William Makepeace Thackeray encouraged his daughter in her own writings, which started out with short articles in the Cornhill Magazine.
As Annie grew older she started acting as her father’s amanuensis, his literary assistant
Image: Watercolour of Anne Thackeray by William Makepeace Thackeray(late 1850s) private collection
Her literary confidence grew and she was soon publishing novels, stepping out from her father’s shadow, she became a popular novelist and biographer.
Julia Margaret Cameron once commented that she saw many a passenger on a cruise with one of Annie’s books in hand and this is backed up by praise from within her high-profile contemporary circle, with George Eliot commenting that Annie’s novels were among the few she cared to read.
The death of her beloved sister Minnie in 1875 had put Annie’s life on hold.
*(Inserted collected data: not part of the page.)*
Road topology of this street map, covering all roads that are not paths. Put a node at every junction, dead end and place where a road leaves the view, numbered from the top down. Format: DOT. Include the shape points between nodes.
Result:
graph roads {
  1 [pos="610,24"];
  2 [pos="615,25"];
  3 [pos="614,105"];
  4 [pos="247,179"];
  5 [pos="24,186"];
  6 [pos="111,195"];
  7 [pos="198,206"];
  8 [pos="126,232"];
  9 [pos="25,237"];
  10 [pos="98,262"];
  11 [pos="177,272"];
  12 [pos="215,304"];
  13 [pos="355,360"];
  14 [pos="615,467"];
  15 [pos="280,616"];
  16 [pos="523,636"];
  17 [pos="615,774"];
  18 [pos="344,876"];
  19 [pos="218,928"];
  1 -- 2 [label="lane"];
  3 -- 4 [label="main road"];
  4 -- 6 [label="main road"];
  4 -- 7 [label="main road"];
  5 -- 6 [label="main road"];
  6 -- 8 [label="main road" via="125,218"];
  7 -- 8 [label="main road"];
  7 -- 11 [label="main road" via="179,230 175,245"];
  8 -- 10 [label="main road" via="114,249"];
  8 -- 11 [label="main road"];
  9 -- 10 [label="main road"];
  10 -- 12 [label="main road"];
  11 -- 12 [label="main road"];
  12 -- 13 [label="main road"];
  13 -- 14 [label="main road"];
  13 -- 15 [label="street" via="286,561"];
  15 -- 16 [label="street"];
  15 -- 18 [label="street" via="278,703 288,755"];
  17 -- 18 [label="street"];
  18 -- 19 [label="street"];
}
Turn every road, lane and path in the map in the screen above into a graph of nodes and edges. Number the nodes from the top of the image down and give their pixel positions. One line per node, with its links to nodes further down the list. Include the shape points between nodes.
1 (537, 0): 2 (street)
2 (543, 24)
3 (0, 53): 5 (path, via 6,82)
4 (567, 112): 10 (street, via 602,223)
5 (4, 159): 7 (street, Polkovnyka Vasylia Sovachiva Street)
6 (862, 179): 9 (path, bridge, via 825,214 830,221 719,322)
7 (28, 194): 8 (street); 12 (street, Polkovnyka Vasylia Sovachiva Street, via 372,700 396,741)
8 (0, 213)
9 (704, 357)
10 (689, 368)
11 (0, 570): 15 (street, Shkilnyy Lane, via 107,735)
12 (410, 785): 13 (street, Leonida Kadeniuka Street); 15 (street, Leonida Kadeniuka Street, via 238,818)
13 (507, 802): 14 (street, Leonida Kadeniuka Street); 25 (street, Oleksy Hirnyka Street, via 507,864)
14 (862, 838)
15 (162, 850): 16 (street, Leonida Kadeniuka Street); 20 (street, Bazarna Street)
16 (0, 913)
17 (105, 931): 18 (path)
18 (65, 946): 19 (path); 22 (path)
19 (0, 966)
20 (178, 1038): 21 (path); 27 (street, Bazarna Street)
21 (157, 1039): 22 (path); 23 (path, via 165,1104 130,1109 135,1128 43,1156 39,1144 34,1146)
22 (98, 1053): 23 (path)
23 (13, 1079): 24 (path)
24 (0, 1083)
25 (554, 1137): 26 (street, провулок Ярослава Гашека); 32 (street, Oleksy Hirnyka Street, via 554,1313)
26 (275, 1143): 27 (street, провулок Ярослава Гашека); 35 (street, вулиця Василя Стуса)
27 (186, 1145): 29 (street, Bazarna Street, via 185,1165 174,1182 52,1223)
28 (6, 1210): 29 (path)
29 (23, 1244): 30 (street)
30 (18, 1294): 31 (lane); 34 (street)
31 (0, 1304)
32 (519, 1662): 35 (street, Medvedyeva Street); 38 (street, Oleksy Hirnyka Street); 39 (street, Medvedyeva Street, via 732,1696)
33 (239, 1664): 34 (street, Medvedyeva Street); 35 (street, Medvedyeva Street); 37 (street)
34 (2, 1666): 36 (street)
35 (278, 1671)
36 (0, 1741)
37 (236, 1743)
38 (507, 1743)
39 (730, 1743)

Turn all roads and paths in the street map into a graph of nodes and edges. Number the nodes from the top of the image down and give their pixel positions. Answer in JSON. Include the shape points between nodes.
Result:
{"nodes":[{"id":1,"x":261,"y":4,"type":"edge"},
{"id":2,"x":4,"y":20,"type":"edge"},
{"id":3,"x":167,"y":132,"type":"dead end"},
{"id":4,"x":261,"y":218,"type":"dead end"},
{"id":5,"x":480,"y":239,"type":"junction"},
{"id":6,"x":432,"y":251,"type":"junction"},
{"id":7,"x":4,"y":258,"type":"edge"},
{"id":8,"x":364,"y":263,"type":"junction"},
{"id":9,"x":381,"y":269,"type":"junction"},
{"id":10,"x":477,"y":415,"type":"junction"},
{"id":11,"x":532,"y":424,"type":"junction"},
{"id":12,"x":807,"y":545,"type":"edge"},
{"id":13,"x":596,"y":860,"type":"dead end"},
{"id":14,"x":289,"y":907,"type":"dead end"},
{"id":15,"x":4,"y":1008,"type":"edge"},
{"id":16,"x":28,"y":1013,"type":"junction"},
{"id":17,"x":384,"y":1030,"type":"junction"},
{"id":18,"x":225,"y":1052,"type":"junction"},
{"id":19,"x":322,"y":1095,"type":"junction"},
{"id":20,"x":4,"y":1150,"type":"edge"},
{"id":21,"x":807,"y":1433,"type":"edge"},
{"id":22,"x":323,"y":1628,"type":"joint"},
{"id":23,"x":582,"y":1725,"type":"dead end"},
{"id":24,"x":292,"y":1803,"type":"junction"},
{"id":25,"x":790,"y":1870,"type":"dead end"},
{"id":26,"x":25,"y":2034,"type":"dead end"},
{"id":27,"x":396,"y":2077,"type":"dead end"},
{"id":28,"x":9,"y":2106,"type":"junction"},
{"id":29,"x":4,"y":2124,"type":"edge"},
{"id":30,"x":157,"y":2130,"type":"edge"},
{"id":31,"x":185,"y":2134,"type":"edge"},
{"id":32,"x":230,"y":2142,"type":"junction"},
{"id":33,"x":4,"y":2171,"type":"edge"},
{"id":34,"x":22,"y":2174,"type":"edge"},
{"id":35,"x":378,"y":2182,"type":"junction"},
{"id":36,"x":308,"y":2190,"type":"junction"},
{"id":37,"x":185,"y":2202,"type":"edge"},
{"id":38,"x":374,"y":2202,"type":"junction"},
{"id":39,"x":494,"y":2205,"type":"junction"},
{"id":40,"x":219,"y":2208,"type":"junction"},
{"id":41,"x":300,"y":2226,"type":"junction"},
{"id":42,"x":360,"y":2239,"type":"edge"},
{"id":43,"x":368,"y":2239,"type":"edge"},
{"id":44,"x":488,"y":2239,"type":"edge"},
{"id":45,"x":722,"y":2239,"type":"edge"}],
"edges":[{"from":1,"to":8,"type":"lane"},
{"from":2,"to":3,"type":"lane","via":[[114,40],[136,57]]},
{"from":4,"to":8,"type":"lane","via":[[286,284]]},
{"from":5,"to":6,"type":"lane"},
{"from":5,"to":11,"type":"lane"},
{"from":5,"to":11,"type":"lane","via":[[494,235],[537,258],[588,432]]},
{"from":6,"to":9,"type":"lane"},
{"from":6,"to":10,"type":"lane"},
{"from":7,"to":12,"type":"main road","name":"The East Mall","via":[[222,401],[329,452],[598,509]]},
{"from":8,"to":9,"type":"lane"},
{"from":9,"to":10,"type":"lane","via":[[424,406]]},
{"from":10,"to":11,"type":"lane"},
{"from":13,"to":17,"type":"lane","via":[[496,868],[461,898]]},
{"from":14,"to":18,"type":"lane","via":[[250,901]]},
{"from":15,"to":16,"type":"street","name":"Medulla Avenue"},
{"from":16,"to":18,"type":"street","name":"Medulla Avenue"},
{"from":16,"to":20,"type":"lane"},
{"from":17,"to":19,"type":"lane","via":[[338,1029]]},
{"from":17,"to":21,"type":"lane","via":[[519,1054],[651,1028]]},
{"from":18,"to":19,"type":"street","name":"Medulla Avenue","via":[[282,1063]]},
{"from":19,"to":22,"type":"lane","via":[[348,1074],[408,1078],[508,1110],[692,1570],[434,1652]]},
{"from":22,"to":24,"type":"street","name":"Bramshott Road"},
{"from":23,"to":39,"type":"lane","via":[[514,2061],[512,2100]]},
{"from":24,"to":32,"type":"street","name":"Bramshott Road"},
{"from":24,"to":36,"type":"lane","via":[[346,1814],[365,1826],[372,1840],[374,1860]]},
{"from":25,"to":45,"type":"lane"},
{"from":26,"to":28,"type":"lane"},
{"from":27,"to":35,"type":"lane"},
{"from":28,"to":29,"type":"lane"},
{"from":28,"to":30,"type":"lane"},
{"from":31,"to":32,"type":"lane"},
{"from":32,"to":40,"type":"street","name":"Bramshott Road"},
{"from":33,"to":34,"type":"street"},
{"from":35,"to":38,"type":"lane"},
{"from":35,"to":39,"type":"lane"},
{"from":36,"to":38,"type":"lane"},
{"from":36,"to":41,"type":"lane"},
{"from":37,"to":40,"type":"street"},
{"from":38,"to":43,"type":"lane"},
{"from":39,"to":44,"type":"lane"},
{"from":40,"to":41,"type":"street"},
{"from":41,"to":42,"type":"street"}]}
However, her unexpected marriage to her second cousin, Richmond Ritchie, two years later brought a new family stability with the birth of a two children.
She moved away from novels into biographical writings, however it was years before she felt able to turn her attention to writing about her father.
Anne Thackeray Ritchie died on 20 February 1919, having spent the final years of her life dedicated to preserving the legacy of her father. William Makepeace Thackeray is now predominantly remembered as the author of the popular Vanity Fair, but Annie’s own reputation was not to endure. Her novels slowly stopped being published and references to her in print largely remained the prerogative of her father’s biographers.
‘A Victorian Legacy’ is about more than just the literary legacy of a father and daughter. It is about their life, their society and their own attitudes to how they wanted to be remembered.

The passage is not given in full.